[Saved entries]
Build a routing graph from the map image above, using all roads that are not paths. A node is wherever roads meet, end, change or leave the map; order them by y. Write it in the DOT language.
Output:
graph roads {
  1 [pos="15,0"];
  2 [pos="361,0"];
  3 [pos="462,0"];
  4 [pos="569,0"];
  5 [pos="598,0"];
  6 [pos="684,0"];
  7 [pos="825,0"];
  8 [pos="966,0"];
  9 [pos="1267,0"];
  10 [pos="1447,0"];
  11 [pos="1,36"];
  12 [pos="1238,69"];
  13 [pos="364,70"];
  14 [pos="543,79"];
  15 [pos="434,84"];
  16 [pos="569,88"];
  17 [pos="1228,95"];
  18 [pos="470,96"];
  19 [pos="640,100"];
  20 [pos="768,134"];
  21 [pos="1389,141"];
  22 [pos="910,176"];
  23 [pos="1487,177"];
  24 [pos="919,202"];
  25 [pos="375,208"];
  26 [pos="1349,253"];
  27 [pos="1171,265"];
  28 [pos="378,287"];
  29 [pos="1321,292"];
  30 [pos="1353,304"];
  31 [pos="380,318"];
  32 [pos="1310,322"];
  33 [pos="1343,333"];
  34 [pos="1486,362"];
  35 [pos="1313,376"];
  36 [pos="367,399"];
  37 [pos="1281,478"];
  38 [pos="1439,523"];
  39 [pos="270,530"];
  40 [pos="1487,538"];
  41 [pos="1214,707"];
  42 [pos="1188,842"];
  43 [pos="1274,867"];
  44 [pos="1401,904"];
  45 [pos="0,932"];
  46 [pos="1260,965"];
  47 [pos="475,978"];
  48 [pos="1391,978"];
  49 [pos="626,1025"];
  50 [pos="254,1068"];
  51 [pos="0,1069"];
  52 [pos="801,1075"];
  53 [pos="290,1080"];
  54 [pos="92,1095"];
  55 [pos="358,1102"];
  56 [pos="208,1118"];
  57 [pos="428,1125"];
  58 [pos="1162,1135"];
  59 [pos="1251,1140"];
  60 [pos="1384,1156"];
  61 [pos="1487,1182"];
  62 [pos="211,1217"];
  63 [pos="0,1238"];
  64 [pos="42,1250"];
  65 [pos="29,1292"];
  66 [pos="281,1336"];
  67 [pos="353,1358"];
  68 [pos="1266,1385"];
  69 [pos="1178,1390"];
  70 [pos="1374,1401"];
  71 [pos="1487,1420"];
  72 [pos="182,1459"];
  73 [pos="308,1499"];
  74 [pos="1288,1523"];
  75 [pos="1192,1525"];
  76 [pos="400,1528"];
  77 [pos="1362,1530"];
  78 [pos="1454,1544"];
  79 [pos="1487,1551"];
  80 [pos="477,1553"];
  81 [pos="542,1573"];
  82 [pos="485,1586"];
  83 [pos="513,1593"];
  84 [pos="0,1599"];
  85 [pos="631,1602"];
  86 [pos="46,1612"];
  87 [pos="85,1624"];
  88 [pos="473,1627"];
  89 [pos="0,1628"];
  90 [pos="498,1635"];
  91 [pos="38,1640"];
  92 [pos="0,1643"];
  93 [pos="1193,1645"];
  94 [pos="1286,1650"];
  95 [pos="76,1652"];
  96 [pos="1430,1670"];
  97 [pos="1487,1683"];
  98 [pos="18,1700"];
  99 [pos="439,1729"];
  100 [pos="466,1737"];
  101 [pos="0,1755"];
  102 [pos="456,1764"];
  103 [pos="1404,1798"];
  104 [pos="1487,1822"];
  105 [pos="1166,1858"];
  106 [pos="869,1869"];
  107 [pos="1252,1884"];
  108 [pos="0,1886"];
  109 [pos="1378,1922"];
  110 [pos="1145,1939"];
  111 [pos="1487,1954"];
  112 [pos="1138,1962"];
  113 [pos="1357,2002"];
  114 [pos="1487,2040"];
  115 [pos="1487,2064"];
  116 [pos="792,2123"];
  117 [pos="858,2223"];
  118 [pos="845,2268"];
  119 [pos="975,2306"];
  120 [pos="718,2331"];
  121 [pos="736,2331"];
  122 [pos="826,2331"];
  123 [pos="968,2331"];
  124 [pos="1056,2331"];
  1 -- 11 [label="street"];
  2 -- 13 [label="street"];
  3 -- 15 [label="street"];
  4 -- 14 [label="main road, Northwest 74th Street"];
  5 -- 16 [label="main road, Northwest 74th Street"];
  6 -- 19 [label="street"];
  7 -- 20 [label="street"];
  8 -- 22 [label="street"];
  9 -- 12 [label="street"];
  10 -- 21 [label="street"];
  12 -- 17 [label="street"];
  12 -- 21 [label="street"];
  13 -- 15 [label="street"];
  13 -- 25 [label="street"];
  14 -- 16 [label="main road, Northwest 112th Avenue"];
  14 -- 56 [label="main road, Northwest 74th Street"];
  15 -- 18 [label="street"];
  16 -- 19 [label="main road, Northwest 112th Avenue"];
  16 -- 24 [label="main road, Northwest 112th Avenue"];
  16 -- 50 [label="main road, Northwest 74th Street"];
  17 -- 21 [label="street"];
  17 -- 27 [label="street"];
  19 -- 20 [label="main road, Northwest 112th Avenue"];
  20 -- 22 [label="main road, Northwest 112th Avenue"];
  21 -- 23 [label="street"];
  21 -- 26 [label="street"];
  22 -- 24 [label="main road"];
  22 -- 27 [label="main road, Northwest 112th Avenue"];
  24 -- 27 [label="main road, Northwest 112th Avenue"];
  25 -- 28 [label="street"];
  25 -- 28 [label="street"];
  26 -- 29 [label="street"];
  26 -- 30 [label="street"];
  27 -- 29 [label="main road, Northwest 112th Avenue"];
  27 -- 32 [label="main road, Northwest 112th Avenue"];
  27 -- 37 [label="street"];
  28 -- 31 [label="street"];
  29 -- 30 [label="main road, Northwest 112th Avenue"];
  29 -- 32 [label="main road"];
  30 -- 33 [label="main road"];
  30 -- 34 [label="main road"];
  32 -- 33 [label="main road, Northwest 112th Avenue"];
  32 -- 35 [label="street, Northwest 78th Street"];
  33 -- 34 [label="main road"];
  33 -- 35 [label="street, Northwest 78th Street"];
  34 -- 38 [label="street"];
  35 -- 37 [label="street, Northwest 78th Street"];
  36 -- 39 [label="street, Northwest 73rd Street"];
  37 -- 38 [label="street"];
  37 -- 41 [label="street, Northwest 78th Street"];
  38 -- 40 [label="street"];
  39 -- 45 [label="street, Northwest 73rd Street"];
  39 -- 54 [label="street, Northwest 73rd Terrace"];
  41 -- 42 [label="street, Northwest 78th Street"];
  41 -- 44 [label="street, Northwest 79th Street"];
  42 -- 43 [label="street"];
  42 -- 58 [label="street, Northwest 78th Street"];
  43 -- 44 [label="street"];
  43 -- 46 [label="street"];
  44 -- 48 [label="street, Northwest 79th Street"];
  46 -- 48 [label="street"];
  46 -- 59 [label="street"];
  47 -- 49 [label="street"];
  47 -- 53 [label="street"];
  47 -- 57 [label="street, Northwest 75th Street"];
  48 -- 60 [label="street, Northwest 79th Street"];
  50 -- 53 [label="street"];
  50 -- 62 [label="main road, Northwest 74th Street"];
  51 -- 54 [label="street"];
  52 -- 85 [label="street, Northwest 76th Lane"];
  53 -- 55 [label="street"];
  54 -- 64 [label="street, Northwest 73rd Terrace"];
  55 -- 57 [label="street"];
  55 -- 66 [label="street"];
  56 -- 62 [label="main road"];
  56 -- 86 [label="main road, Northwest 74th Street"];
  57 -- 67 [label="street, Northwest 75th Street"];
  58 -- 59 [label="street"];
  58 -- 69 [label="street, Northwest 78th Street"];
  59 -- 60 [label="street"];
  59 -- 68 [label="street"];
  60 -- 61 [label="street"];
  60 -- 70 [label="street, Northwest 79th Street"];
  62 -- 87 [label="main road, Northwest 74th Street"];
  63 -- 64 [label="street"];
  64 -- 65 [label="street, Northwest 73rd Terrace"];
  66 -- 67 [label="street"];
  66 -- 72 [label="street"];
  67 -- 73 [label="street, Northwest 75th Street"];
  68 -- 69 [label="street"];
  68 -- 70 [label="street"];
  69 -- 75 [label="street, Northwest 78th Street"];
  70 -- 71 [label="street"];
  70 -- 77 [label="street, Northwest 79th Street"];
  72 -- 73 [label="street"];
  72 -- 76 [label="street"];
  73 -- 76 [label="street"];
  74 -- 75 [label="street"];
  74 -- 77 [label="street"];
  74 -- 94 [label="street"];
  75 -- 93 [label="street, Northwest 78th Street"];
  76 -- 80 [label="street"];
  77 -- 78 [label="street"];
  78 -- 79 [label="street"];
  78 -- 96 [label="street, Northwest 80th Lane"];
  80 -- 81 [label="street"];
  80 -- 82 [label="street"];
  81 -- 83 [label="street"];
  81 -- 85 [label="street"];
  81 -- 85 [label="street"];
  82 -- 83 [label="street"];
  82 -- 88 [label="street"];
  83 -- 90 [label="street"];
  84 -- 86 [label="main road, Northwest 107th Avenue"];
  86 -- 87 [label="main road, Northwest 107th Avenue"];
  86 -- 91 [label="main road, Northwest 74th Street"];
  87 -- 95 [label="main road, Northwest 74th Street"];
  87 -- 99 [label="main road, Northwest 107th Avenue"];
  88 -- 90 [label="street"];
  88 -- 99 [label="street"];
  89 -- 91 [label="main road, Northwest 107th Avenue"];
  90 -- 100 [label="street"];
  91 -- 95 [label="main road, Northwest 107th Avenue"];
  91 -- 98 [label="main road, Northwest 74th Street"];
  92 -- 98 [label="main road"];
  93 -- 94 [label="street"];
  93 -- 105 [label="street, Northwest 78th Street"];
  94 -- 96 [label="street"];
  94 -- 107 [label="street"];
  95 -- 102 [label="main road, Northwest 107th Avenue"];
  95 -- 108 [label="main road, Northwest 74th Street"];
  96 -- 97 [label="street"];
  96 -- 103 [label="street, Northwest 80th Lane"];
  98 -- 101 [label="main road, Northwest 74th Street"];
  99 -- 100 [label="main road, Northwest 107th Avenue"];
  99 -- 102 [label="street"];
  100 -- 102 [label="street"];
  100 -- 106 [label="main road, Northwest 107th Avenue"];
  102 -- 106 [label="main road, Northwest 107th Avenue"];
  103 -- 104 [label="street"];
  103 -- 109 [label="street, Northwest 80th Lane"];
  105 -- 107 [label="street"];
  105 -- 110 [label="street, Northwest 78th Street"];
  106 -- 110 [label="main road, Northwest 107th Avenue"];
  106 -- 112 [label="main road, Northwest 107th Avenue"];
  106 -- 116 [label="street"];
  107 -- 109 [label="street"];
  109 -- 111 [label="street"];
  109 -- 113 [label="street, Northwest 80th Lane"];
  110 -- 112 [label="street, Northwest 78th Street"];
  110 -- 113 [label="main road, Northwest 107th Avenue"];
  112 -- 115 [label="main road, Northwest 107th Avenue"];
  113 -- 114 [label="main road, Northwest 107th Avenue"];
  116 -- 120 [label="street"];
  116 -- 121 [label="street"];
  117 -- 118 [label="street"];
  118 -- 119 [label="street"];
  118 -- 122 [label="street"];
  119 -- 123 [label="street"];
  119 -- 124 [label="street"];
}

[What is expected] Locate the lines above that contain "roads" and copy them.

[Answer for the task]
Build a routing graph from the map image above, using all roads that are not paths. A node is wherever roads meet, end, change or leave the map; order them by y. Write it in the DOT language.
graph roads {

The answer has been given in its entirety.